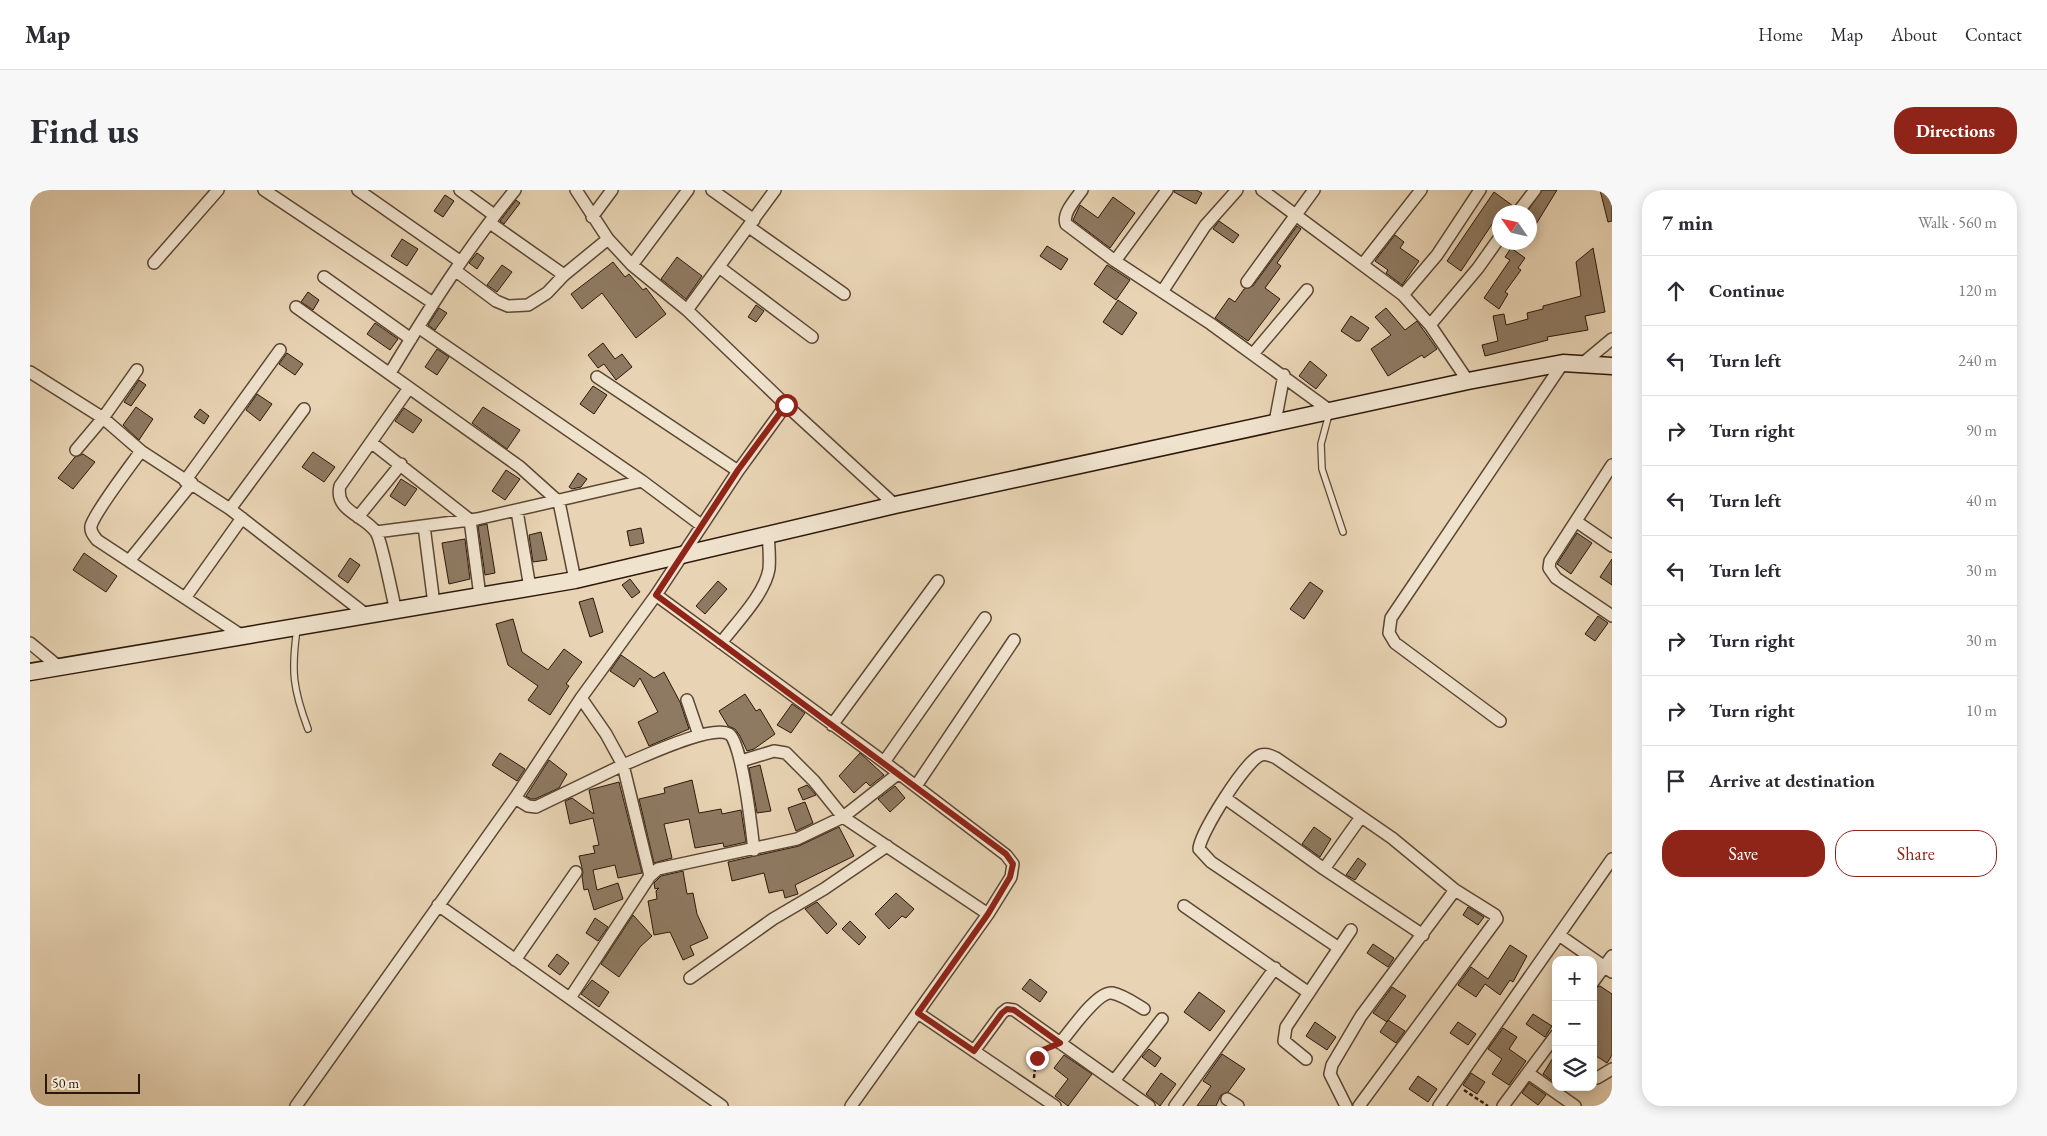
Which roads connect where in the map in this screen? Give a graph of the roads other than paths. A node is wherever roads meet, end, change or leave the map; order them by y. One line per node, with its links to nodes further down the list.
1 (218, 190): 27 (street)
2 (265, 190): 39 (street)
3 (358, 190): 30 (street)
4 (460, 190): 22 (street)
5 (515, 190): 22 (street)
6 (576, 190): 21 (street)
7 (612, 190): 21 (street)
8 (688, 190): 29 (street)
9 (712, 190): 23 (street)
10 (775, 190): 23 (street)
11 (1082, 190): 26 (street)
12 (1167, 190): 26 (street)
13 (1237, 190): 36 (street)
14 (1262, 190): 20 (street)
15 (1314, 190): 20 (street)
16 (1421, 190): 28 (street)
17 (1535, 190): 19 (street)
18 (1475, 192): 38 (street)
19 (1523, 205)
20 (1296, 215): 28 (street); 34 (street)
21 (592, 217): 24 (street)
22 (492, 219): 30 (street); 32 (street)
23 (752, 223): 31 (street); 37 (street)
24 (608, 239): 29 (street); 32 (street)
25 (1492, 248): 42 (street)
26 (1115, 261): 36 (street)
27 (154, 263)
28 (1363, 264): 38 (street)
29 (632, 265): 41 (street)
30 (458, 267): 32 (street); 39 (street)
31 (719, 267): 41 (street); 44 (street)
32 (564, 275)
33 (324, 276): 45 (street)
34 (1247, 282)
35 (1308, 290): 48 (street)
36 (1162, 292): 48 (street)
37 (844, 294)
38 (1403, 295): 42 (street)
39 (433, 303): 43 (street)
40 (296, 307): 53 (street)
41 (687, 310): 58 (street)
42 (1430, 325): 56 (street)
43 (418, 327): 45 (street); 69 (street)
44 (812, 337)
45 (411, 339): 53 (street)
46 (1612, 340): 50 (street)
47 (280, 350): 70 (street)
48 (1253, 354): 54 (street)
49 (1563, 363): 50 (street); 56 (street); 107 (street)
50 (1603, 366)
51 (137, 370): 61 (street)
52 (30, 372): 61 (street)
53 (390, 373): 57 (street)
54 (1284, 375): 60 (street); 62 (street)
55 (597, 377): 68 (street)
56 (1468, 381): 60 (street)
57 (409, 388): 63 (street); 71 (street)
58 (786, 405): 68 (street); 72 (street)
59 (304, 409): 73 (street)
60 (1330, 410): 62 (street); 82 (lane)
61 (103, 418): 64 (street); 65 (street)
62 (1275, 422): 72 (street)
63 (372, 443): 66 (street); 75 (street)
64 (76, 450)
65 (141, 451): 70 (street); 86 (street)
66 (401, 464): 75 (street); 77 (street)
67 (1612, 465): 78 (street)
68 (738, 470): 79 (street)
69 (642, 481): 71 (street); 79 (street)
70 (189, 482): 73 (street); 86 (street)
71 (559, 502): 74 (street); 87 (street)
72 (895, 505): 83 (street)
73 (230, 509): 76 (street)
74 (517, 510): 77 (street); 89 (street)
75 (358, 517): 81 (street)
76 (242, 518): 92 (street); 95 (street)
77 (470, 520): 80 (street); 91 (street)
78 (1577, 522): 84 (street); 96 (street)
79 (702, 525): 85 (street)
80 (424, 526): 81 (street); 93 (street)
81 (376, 532): 94 (street)
82 (1343, 532)
83 (768, 534): 85 (street); 102 (street)
84 (1612, 546)
85 (684, 554): 87 (street); 90 (street)
86 (129, 561): 92 (street)
87 (575, 580): 89 (street)
88 (938, 581): 108 (street)
89 (530, 588): 91 (street)
90 (656, 595): 102 (street); 105 (street)
91 (480, 596): 93 (street)
92 (185, 598): 99 (street)
93 (434, 604): 94 (street)
94 (396, 611): 95 (street)
95 (368, 616): 98 (street)
96 (1612, 616)
97 (985, 618): 112 (street)
98 (297, 627): 99 (street); 109 (lane)
99 (241, 635): 103 (street)
100 (1014, 640): 115 (street)
101 (30, 643): 103 (street)
102 (721, 643): 108 (street)
103 (59, 667): 104 (street)
104 (30, 672)
105 (581, 698): 113 (street); 116 (street)
106 (687, 700): 110 (street)
107 (1500, 721)
108 (832, 725): 112 (street)
109 (308, 729)
110 (699, 735): 111 (street); 113 (street)
111 (741, 761): 118 (street); 121 (street)
112 (884, 762): 114 (street)
113 (623, 765): 116 (street); 125 (street)
114 (899, 773): 115 (street); 118 (street)
115 (916, 786): 129 (street)
116 (515, 798): 127 (street)
117 (1225, 798): 119 (street); 123 (street); 133 (street)
118 (843, 817): 120 (street); 121 (street)
119 (1361, 817): 123 (street); 126 (street)
120 (887, 846): 129 (street); 138 (street)
121 (754, 850): 125 (street)
122 (1612, 859): 132 (street)
123 (1324, 870): 131 (street)
124 (576, 872): 135 (street)
125 (650, 876): 141 (street)
126 (1455, 890): 131 (street); 162 (street)
127 (438, 906): 135 (street); 155 (street)
128 (1184, 906): 136 (street)
129 (988, 914): 143 (street)
130 (1351, 930): 133 (street)
131 (1423, 935): 154 (street)
132 (1558, 935): 137 (street); 163 (street)
133 (1339, 948): 140 (street)
134 (1612, 956): 137 (street)
135 (515, 960): 141 (street)
136 (1275, 968): 140 (street); 160 (street)
137 (1608, 970): 139 (street)
138 (690, 978)
139 (1597, 979)
140 (1309, 993): 148 (street)
141 (570, 998): 156 (street)
142 (1144, 1008): 145 (street)
143 (918, 1013): 147 (street); 157 (street)
144 (1162, 1019): 152 (street)
145 (1060, 1043): 147 (street); 152 (street)
146 (1551, 1050): 150 (street)
147 (974, 1051): 158 (street)
148 (1306, 1060)
149 (1612, 1069): 151 (street)
150 (1528, 1073): 164 (street); 165 (street)
151 (1597, 1078)
152 (1114, 1082): 159 (street)
153 (1227, 1098): 161 (street)
154 (1340, 1104)
155 (296, 1106)
156 (722, 1106)
157 (851, 1106)
158 (1055, 1106)
159 (1149, 1106)
160 (1175, 1106)
161 (1238, 1106)
162 (1359, 1106)
163 (1440, 1106)
164 (1504, 1106)
165 (1575, 1106)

+--

The output has to match the data above line for line, except that pictures are dropped.

- RESULT:
Which roads connect where in the map in this screen? Give a graph of the roads other than paths. A node is wherever roads meet, end, change or leave the map; order them by y. One line per node, with its links to nodes further down the list.
1 (218, 190): 27 (street)
2 (265, 190): 39 (street)
3 (358, 190): 30 (street)
4 (460, 190): 22 (street)
5 (515, 190): 22 (street)
6 (576, 190): 21 (street)
7 (612, 190): 21 (street)
8 (688, 190): 29 (street)
9 (712, 190): 23 (street)
10 (775, 190): 23 (street)
11 (1082, 190): 26 (street)
12 (1167, 190): 26 (street)
13 (1237, 190): 36 (street)
14 (1262, 190): 20 (street)
15 (1314, 190): 20 (street)
16 (1421, 190): 28 (street)
17 (1535, 190): 19 (street)
18 (1475, 192): 38 (street)
19 (1523, 205)
20 (1296, 215): 28 (street); 34 (street)
21 (592, 217): 24 (street)
22 (492, 219): 30 (street); 32 (street)
23 (752, 223): 31 (street); 37 (street)
24 (608, 239): 29 (street); 32 (street)
25 (1492, 248): 42 (street)
26 (1115, 261): 36 (street)
27 (154, 263)
28 (1363, 264): 38 (street)
29 (632, 265): 41 (street)
30 (458, 267): 32 (street); 39 (street)
31 (719, 267): 41 (street); 44 (street)
32 (564, 275)
33 (324, 276): 45 (street)
34 (1247, 282)
35 (1308, 290): 48 (street)
36 (1162, 292): 48 (street)
37 (844, 294)
38 (1403, 295): 42 (street)
39 (433, 303): 43 (street)
40 (296, 307): 53 (street)
41 (687, 310): 58 (street)
42 (1430, 325): 56 (street)
43 (418, 327): 45 (street); 69 (street)
44 (812, 337)
45 (411, 339): 53 (street)
46 (1612, 340): 50 (street)
47 (280, 350): 70 (street)
48 (1253, 354): 54 (street)
49 (1563, 363): 50 (street); 56 (street); 107 (street)
50 (1603, 366)
51 (137, 370): 61 (street)
52 (30, 372): 61 (street)
53 (390, 373): 57 (street)
54 (1284, 375): 60 (street); 62 (street)
55 (597, 377): 68 (street)
56 (1468, 381): 60 (street)
57 (409, 388): 63 (street); 71 (street)
58 (786, 405): 68 (street); 72 (street)
59 (304, 409): 73 (street)
60 (1330, 410): 62 (street); 82 (lane)
61 (103, 418): 64 (street); 65 (street)
62 (1275, 422): 72 (street)
63 (372, 443): 66 (street); 75 (street)
64 (76, 450)
65 (141, 451): 70 (street); 86 (street)
66 (401, 464): 75 (street); 77 (street)
67 (1612, 465): 78 (street)
68 (738, 470): 79 (street)
69 (642, 481): 71 (street); 79 (street)
70 (189, 482): 73 (street); 86 (street)
71 (559, 502): 74 (street); 87 (street)
72 (895, 505): 83 (street)
73 (230, 509): 76 (street)
74 (517, 510): 77 (street); 89 (street)
75 (358, 517): 81 (street)
76 (242, 518): 92 (street); 95 (street)
77 (470, 520): 80 (street); 91 (street)
78 (1577, 522): 84 (street); 96 (street)
79 (702, 525): 85 (street)
80 (424, 526): 81 (street); 93 (street)
81 (376, 532): 94 (street)
82 (1343, 532)
83 (768, 534): 85 (street); 102 (street)
84 (1612, 546)
85 (684, 554): 87 (street); 90 (street)
86 (129, 561): 92 (street)
87 (575, 580): 89 (street)
88 (938, 581): 108 (street)
89 (530, 588): 91 (street)
90 (656, 595): 102 (street); 105 (street)
91 (480, 596): 93 (street)
92 (185, 598): 99 (street)
93 (434, 604): 94 (street)
94 (396, 611): 95 (street)
95 (368, 616): 98 (street)
96 (1612, 616)
97 (985, 618): 112 (street)
98 (297, 627): 99 (street); 109 (lane)
99 (241, 635): 103 (street)
100 (1014, 640): 115 (street)
101 (30, 643): 103 (street)
102 (721, 643): 108 (street)
103 (59, 667): 104 (street)
104 (30, 672)
105 (581, 698): 113 (street); 116 (street)
106 (687, 700): 110 (street)
107 (1500, 721)
108 (832, 725): 112 (street)
109 (308, 729)
110 (699, 735): 111 (street); 113 (street)
111 (741, 761): 118 (street); 121 (street)
112 (884, 762): 114 (street)
113 (623, 765): 116 (street); 125 (street)
114 (899, 773): 115 (street); 118 (street)
115 (916, 786): 129 (street)
116 (515, 798): 127 (street)
117 (1225, 798): 119 (street); 123 (street); 133 (street)
118 (843, 817): 120 (street); 121 (street)
119 (1361, 817): 123 (street); 126 (street)
120 (887, 846): 129 (street); 138 (street)
121 (754, 850): 125 (street)
122 (1612, 859): 132 (street)
123 (1324, 870): 131 (street)
124 (576, 872): 135 (street)
125 (650, 876): 141 (street)
126 (1455, 890): 131 (street); 162 (street)
127 (438, 906): 135 (street); 155 (street)
128 (1184, 906): 136 (street)
129 (988, 914): 143 (street)
130 (1351, 930): 133 (street)
131 (1423, 935): 154 (street)
132 (1558, 935): 137 (street); 163 (street)
133 (1339, 948): 140 (street)
134 (1612, 956): 137 (street)
135 (515, 960): 141 (street)
136 (1275, 968): 140 (street); 160 (street)
137 (1608, 970): 139 (street)
138 (690, 978)
139 (1597, 979)
140 (1309, 993): 148 (street)
141 (570, 998): 156 (street)
142 (1144, 1008): 145 (street)
143 (918, 1013): 147 (street); 157 (street)
144 (1162, 1019): 152 (street)
145 (1060, 1043): 147 (street); 152 (street)
146 (1551, 1050): 150 (street)
147 (974, 1051): 158 (street)
148 (1306, 1060)
149 (1612, 1069): 151 (street)
150 (1528, 1073): 164 (street); 165 (street)
151 (1597, 1078)
152 (1114, 1082): 159 (street)
153 (1227, 1098): 161 (street)
154 (1340, 1104)
155 (296, 1106)
156 (722, 1106)
157 (851, 1106)
158 (1055, 1106)
159 (1149, 1106)
160 (1175, 1106)
161 (1238, 1106)
162 (1359, 1106)
163 (1440, 1106)
164 (1504, 1106)
165 (1575, 1106)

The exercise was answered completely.